▶ _ABOUT THIS EXERCISE_:
Beginning with the first line below, output every record verbatim and leave out the images.

* * * * *

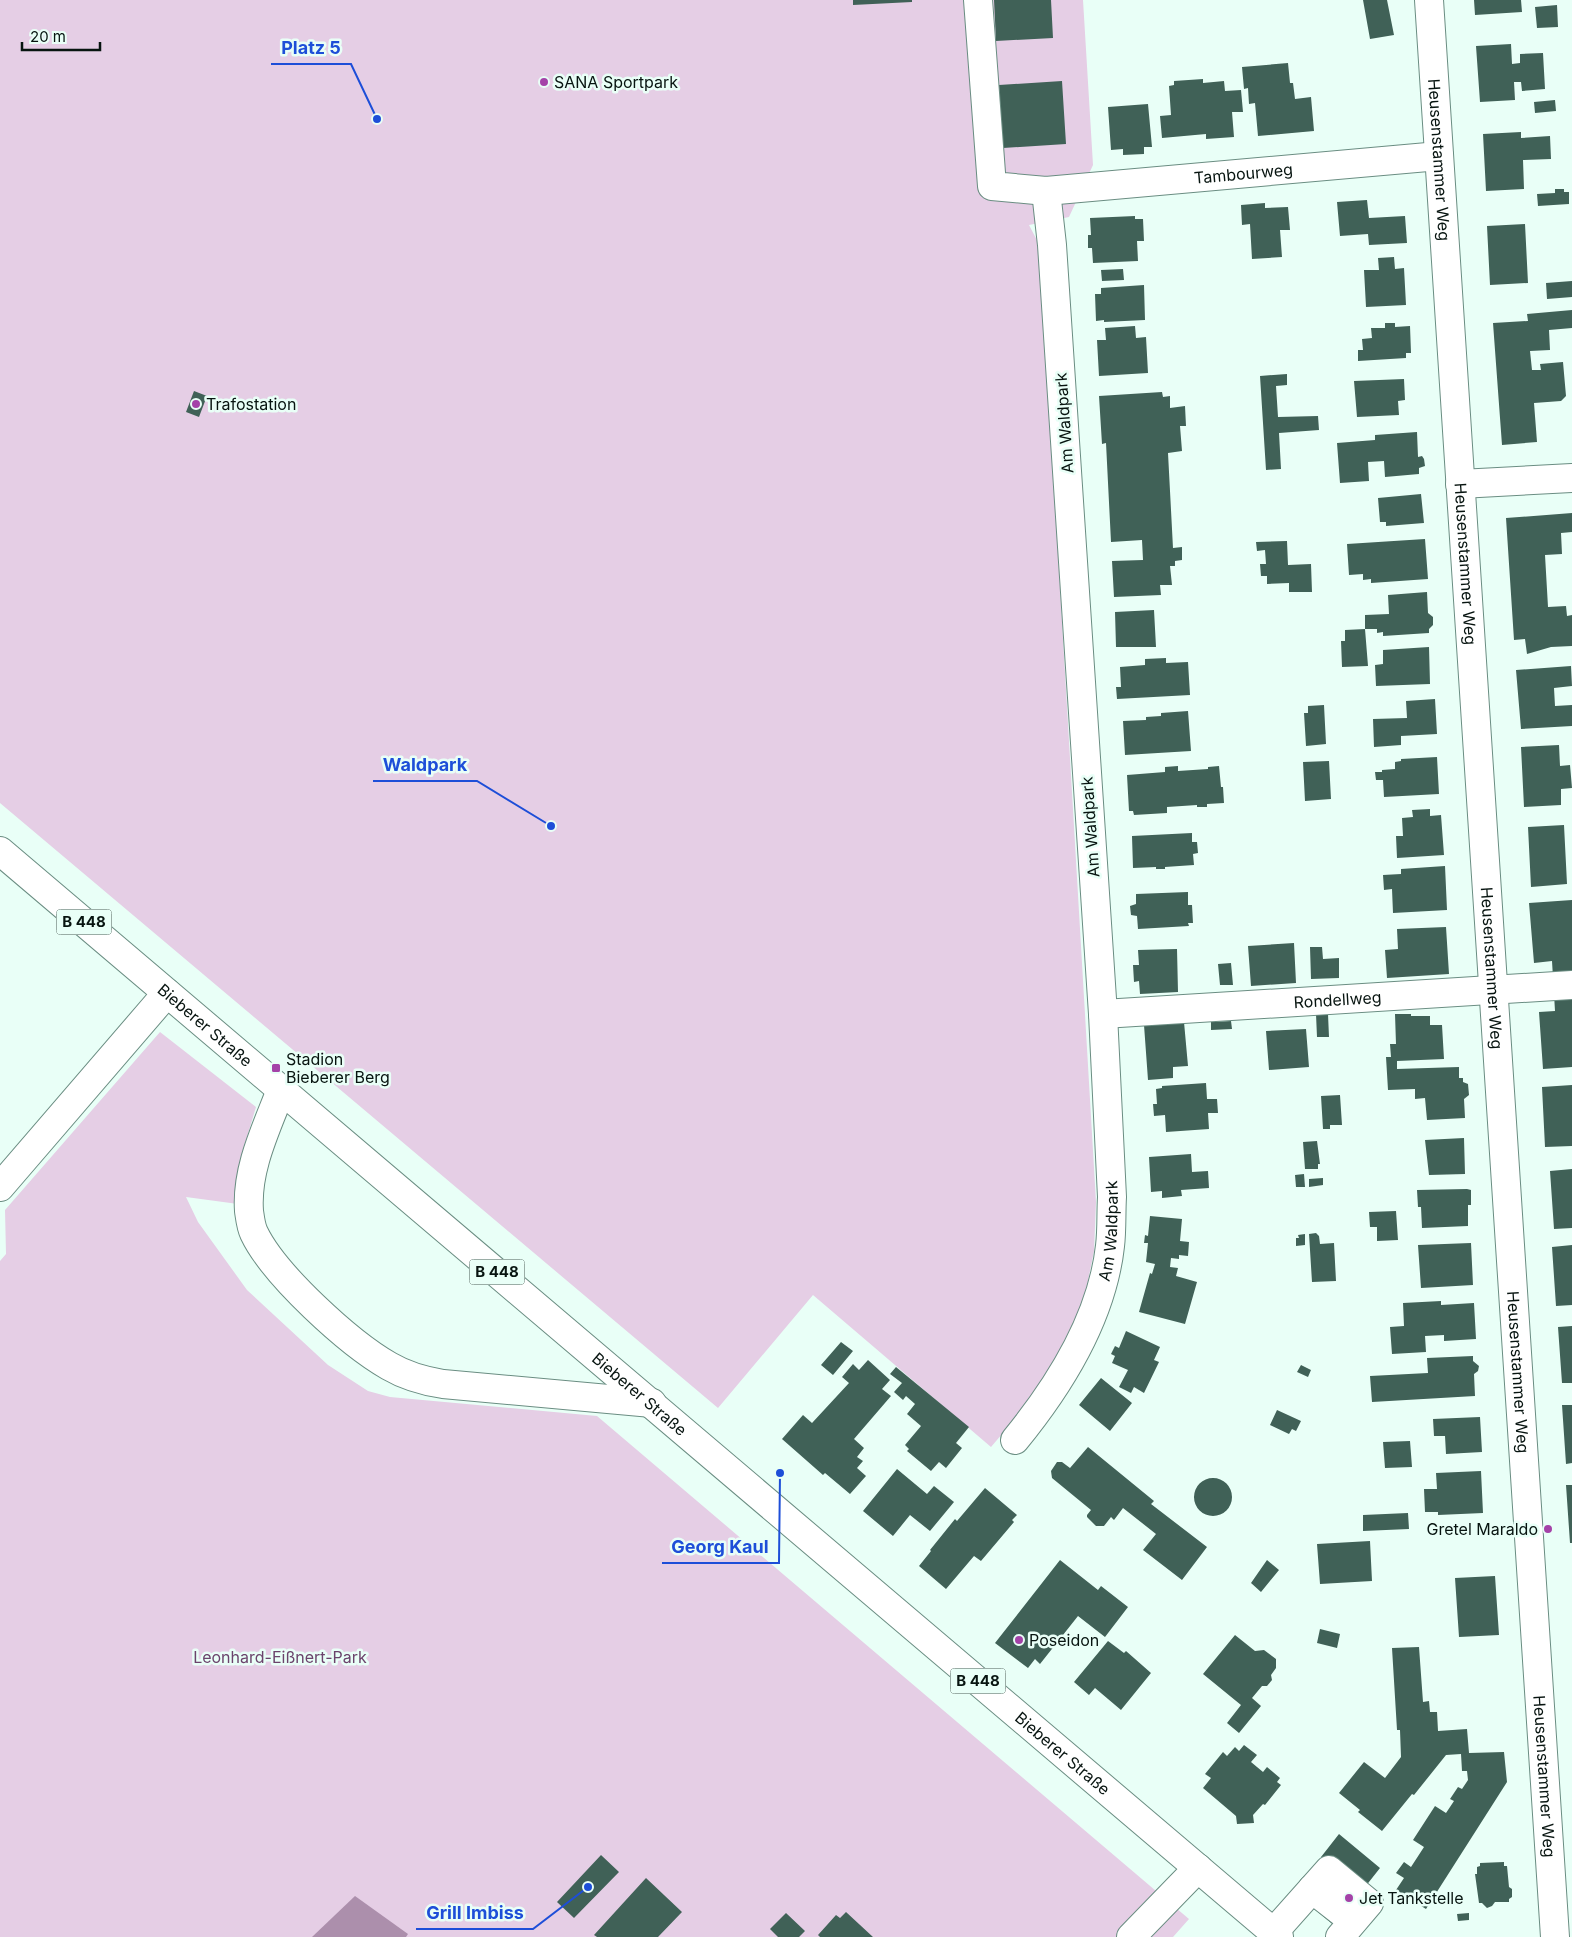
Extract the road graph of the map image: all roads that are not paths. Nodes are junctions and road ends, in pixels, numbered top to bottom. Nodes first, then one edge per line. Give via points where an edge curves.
1 (978, 0) edge
2 (1429, 0) edge
3 (1439, 156) junction
4 (1046, 191) junction
5 (1572, 478) edge
6 (1460, 484) junction
7 (0, 851) edge
8 (1572, 985) edge
9 (1492, 989) junction
10 (167, 993) junction
11 (1103, 1014) junction
12 (281, 1090) junction
13 (0, 1187) edge
14 (652, 1403) junction
15 (1016, 1440) dead end
16 (1198, 1868) junction
17 (1347, 1929) edge
18 (1276, 1935) edge
19 (1131, 1937) edge
20 (1555, 1937) edge

1 - 4 street, Tambourweg via 992,186
2 - 3 street, Heusenstammer Weg
3 - 4 street, Tambourweg
3 - 6 street, Heusenstammer Weg
4 - 11 street, Am Waldpark
5 - 6 street
6 - 9 street, Heusenstammer Weg
7 - 10 street, Bieberer Straße / B 448
8 - 9 street, Rondellweg
9 - 11 street, Rondellweg
9 - 20 street, Heusenstammer Weg
10 - 12 street, Bieberer Straße / B 448
10 - 13 street
11 - 15 street, Am Waldpark via 1112,1197 1106,1271 1091,1316 1068,1366
12 - 14 street, Bieberer Straße / B 448
12 - 14 street via 255,1159 249,1212 253,1232 292,1283 333,1325 390,1367 425,1381
14 - 16 street, Bieberer Straße / B 448
16 - 18 street, Bieberer Straße / B 448
16 - 19 street
17 - 18 street via 1370,1903 1328,1870

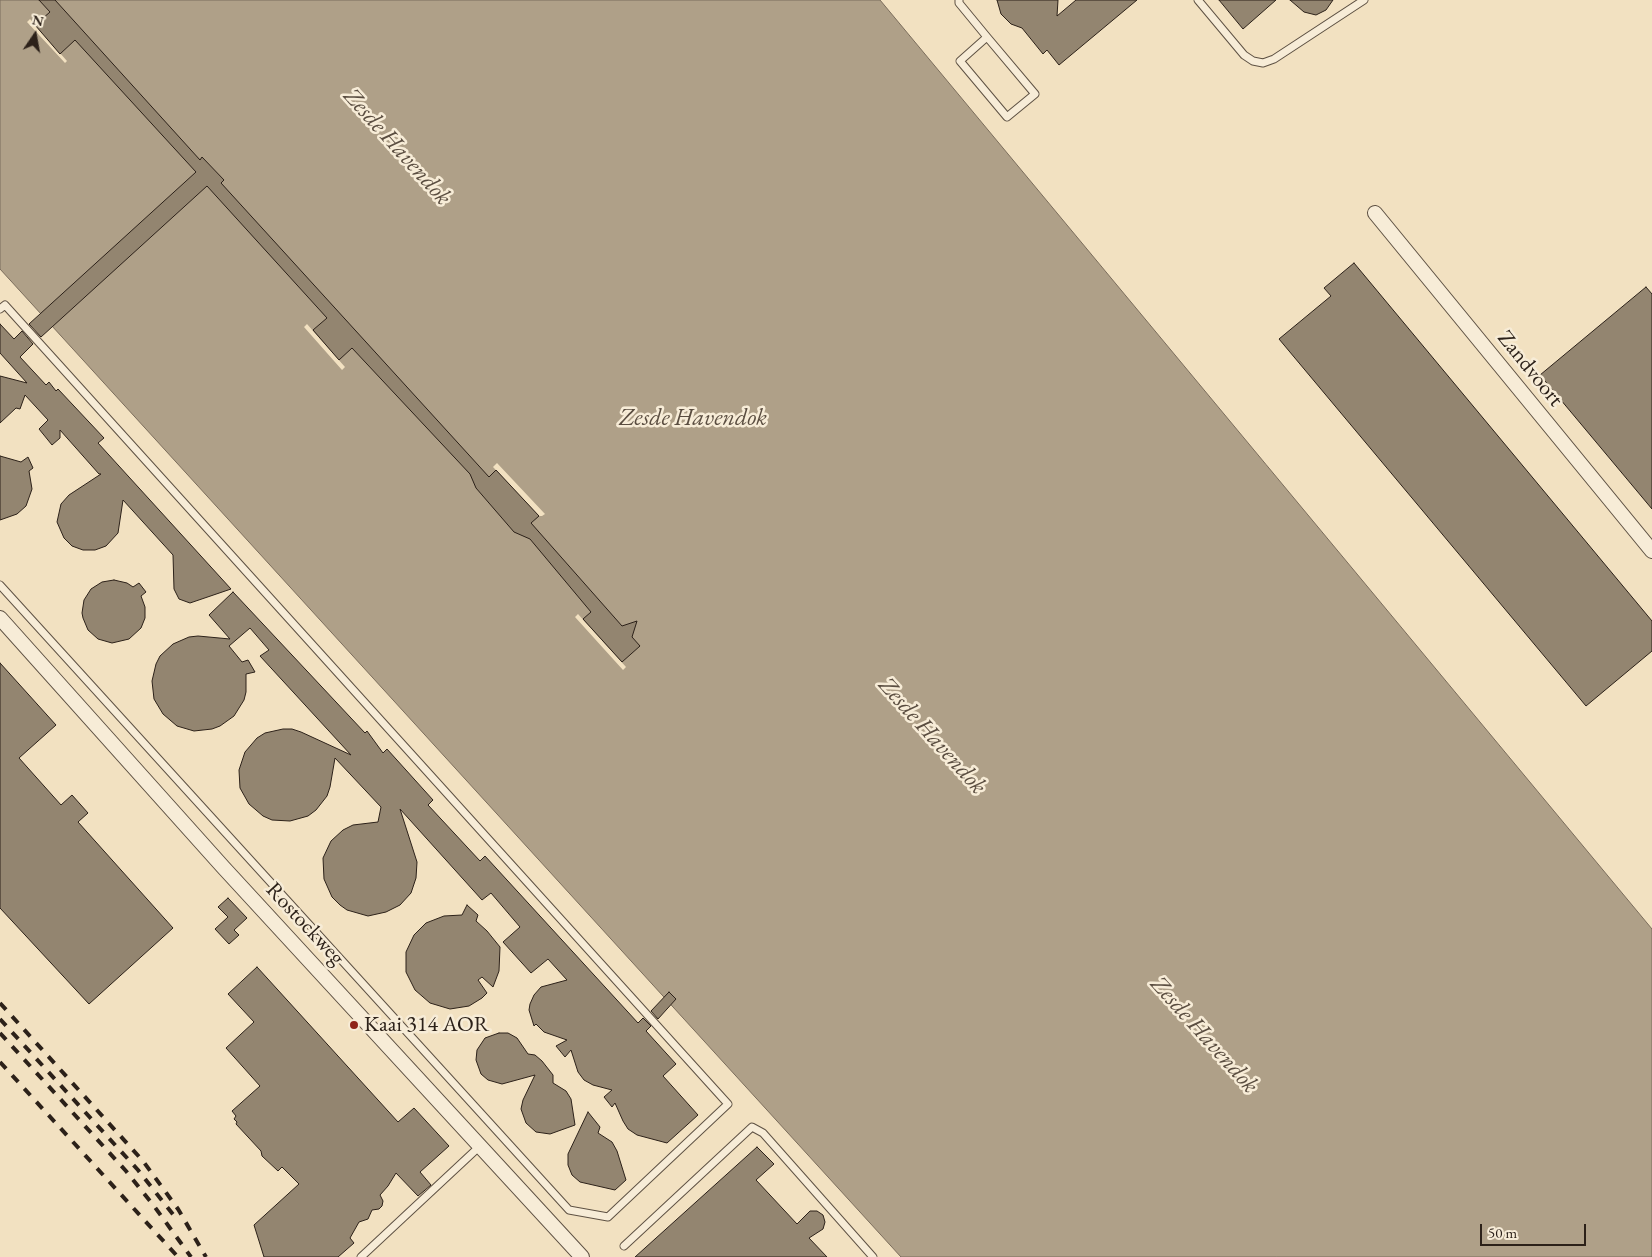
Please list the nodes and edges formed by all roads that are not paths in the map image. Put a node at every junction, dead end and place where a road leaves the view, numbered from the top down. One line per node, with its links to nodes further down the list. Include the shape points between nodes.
1 (958, 0): 4 (lane)
2 (1198, 0): 3 (lane, via 1244,55 1263,63)
3 (1364, 0)
4 (987, 37): 4 (lane, via 960,61 1007,117 1035,94)
5 (1374, 213): 7 (street, Zandvoort)
6 (2, 305): 8 (lane, via 728,1104 608,1217 569,1210)
7 (1652, 551)
8 (0, 585)
9 (0, 618): 10 (street, Rostockweg)
10 (480, 1146): 12 (lane); 13 (street, Rostockweg)
11 (624, 1246): 14 (lane, via 752,1128 763,1133)
12 (361, 1257)
13 (582, 1257)
14 (873, 1257)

* * * * *

▶ _OUTPUT BELOW_:
Extract the road graph of the map image: all roads that are not paths. Nodes are junctions and road ends, in pixels, numbered top to bottom. Nodes first, then one edge per line. Give via points where an edge curves.
1 (978, 0) edge
2 (1429, 0) edge
3 (1439, 156) junction
4 (1046, 191) junction
5 (1572, 478) edge
6 (1460, 484) junction
7 (0, 851) edge
8 (1572, 985) edge
9 (1492, 989) junction
10 (167, 993) junction
11 (1103, 1014) junction
12 (281, 1090) junction
13 (0, 1187) edge
14 (652, 1403) junction
15 (1016, 1440) dead end
16 (1198, 1868) junction
17 (1347, 1929) edge
18 (1276, 1935) edge
19 (1131, 1937) edge
20 (1555, 1937) edge

1 - 4 street, Tambourweg via 992,186
2 - 3 street, Heusenstammer Weg
3 - 4 street, Tambourweg
3 - 6 street, Heusenstammer Weg
4 - 11 street, Am Waldpark
5 - 6 street
6 - 9 street, Heusenstammer Weg
7 - 10 street, Bieberer Straße / B 448
8 - 9 street, Rondellweg
9 - 11 street, Rondellweg
9 - 20 street, Heusenstammer Weg
10 - 12 street, Bieberer Straße / B 448
10 - 13 street
11 - 15 street, Am Waldpark via 1112,1197 1106,1271 1091,1316 1068,1366
12 - 14 street, Bieberer Straße / B 448
12 - 14 street via 255,1159 249,1212 253,1232 292,1283 333,1325 390,1367 425,1381
14 - 16 street, Bieberer Straße / B 448
16 - 18 street, Bieberer Straße / B 448
16 - 19 street
17 - 18 street via 1370,1903 1328,1870

Please list the nodes and edges formed by all roads that are not paths in the map image. Put a node at every junction, dead end and place where a road leaves the view, numbered from the top down. One line per node, with its links to nodes further down the list. Include the shape points between nodes.
1 (958, 0): 4 (lane)
2 (1198, 0): 3 (lane, via 1244,55 1263,63)
3 (1364, 0)
4 (987, 37): 4 (lane, via 960,61 1007,117 1035,94)
5 (1374, 213): 7 (street, Zandvoort)
6 (2, 305): 8 (lane, via 728,1104 608,1217 569,1210)
7 (1652, 551)
8 (0, 585)
9 (0, 618): 10 (street, Rostockweg)
10 (480, 1146): 12 (lane); 13 (street, Rostockweg)
11 (624, 1246): 14 (lane, via 752,1128 763,1133)
12 (361, 1257)
13 (582, 1257)
14 (873, 1257)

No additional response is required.